En el primer evento, realizará el registro; mientras que, en el segundo, deberá activar la solución de conflictos, según los usos y costumbres de la comunidad étnica. En todo caso, siempre debe propender por maximizar el derecho al autogobierno y el principio de acción sin daño -al modo de vida y procesos propios de los pueblos indígenas-. 6.

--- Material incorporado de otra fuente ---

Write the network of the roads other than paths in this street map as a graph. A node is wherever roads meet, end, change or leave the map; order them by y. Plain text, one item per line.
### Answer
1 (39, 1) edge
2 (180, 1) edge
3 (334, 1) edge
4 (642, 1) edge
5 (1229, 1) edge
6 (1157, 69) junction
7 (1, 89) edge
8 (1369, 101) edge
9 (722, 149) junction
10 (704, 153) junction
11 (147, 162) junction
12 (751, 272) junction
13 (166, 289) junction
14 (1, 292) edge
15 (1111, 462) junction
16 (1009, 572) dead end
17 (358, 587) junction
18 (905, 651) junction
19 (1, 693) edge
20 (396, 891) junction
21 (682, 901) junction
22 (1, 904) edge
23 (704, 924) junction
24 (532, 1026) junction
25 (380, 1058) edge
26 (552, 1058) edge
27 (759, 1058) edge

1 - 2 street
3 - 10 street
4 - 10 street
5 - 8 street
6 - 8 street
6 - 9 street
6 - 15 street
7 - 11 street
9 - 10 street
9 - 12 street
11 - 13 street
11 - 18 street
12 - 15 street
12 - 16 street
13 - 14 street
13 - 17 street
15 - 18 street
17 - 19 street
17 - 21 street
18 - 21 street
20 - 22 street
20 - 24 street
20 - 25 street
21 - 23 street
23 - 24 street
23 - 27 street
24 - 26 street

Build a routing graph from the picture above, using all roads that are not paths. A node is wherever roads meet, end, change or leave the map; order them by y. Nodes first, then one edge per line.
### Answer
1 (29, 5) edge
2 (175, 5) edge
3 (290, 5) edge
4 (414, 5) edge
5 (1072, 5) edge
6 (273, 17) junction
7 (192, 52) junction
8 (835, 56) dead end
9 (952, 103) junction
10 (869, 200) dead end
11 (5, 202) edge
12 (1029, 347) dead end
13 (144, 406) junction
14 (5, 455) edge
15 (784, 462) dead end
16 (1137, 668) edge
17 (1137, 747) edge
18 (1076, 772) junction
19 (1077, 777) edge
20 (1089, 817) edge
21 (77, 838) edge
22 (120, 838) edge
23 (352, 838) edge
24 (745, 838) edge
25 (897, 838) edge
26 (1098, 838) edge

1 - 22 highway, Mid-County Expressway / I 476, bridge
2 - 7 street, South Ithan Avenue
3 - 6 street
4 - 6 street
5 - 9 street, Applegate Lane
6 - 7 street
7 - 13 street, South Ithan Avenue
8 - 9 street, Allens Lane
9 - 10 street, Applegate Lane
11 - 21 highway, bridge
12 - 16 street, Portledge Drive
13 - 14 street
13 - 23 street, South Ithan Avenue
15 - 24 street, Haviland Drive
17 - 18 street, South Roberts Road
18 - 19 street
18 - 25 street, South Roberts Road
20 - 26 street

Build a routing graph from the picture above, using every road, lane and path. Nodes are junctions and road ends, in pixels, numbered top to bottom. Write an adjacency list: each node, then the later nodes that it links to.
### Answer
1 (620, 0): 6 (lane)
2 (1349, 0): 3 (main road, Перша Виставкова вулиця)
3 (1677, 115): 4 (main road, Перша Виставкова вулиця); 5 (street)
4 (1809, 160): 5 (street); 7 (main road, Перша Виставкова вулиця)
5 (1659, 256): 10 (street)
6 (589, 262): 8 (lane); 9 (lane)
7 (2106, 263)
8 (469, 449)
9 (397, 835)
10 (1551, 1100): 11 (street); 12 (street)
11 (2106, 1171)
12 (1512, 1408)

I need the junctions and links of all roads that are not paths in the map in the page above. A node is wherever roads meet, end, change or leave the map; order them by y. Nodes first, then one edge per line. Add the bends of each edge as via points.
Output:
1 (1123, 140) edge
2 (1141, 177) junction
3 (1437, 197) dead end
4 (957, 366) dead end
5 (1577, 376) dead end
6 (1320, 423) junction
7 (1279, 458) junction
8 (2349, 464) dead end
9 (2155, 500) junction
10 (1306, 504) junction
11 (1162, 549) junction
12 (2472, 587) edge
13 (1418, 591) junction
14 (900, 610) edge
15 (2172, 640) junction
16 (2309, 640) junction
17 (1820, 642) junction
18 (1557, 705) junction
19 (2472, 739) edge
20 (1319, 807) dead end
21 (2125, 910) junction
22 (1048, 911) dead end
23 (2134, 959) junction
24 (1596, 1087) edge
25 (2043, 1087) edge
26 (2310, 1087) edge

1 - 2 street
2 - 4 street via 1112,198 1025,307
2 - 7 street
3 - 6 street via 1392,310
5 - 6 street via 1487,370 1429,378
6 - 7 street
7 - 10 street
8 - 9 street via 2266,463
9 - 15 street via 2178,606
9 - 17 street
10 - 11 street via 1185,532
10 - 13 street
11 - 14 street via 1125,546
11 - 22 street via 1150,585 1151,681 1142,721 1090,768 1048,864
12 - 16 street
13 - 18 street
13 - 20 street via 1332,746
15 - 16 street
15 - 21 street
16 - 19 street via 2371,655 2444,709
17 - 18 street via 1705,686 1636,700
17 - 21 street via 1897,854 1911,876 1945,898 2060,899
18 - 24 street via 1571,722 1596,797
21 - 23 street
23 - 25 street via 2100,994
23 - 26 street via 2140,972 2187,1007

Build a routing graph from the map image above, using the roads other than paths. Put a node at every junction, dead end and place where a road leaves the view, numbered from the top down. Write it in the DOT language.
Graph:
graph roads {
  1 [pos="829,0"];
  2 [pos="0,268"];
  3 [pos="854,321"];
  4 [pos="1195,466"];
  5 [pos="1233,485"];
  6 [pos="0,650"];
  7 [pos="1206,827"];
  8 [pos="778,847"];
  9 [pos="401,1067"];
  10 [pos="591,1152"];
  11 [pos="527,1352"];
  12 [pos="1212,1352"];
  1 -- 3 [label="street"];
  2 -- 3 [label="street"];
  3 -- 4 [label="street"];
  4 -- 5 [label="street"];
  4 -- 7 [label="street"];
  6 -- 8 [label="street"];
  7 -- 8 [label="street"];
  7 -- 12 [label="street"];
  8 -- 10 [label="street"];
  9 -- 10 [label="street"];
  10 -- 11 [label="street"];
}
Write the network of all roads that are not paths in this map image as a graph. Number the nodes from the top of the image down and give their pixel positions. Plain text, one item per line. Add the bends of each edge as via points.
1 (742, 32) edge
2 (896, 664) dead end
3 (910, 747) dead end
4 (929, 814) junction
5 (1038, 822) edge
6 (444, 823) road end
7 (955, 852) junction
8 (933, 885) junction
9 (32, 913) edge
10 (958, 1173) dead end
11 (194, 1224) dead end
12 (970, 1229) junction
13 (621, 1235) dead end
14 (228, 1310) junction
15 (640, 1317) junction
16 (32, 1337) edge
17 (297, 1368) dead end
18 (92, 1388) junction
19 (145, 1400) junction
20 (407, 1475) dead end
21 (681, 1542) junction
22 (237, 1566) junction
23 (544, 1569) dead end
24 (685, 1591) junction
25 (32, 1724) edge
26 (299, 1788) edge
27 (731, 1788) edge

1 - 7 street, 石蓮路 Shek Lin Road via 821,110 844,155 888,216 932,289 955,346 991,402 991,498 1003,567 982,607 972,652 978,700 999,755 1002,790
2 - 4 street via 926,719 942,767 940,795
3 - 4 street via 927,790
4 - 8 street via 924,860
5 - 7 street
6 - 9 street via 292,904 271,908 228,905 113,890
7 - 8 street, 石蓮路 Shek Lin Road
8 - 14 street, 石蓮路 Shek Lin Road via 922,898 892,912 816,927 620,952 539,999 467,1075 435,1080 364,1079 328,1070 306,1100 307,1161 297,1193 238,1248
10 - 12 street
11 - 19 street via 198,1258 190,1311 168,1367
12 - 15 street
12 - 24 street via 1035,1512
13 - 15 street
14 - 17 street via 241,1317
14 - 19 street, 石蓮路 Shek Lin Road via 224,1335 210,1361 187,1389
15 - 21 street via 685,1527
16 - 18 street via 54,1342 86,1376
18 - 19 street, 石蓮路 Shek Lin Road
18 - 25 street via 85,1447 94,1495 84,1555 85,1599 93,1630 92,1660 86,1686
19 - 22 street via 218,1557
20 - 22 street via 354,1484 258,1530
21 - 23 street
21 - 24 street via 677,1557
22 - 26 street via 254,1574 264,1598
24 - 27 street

Caso concreto. Pedro Antonio Morillo, Clemente Enrique Ortiz, Nelson Miguel Ramos, Emigdio Antonio Beltrán, Uvadel Beltrán Santero, Mariel Dionisio Hoyos, Emigdio José Terán, Morelica Flórez Velásquez, Yolanda Esther Camacho Estrada y Brayan Alexis Cárdenas, miembros del Pueblo Zenú, cuestionan que la Dirección de Asuntos Indígenas Rom y Minorías del Ministerio de Interior registrara a Martín Moreno Arguello como cacique regional del Resguardo Indígena de San Andrés de Sotavento, a pesar de que existe un conflicto interno sobre la validez del Congreso Regional en el que aquel resultó elegido. 7.

Delimitado así el problema jurídico, con base en los elementos de conocimiento y las respuestas suministrados al trámite constitucional, la Sala advierte como hechos relevantes los siguientes: a. El Resguardo Indígena de San Andrés de Sotavento, perteneciente al Pueblo Indígena Zenú, desde el año 2022, presenta un conflicto intra-étnico relacionado con la legitimidad y la elección de sus autoridades ancestrales, situación que, además de corroborarse por los diferentes sujetos vinculados al presente asunto, está relacionada en la decisión de la Corte Constitucional SU- 419 de 2024: Tabla 4.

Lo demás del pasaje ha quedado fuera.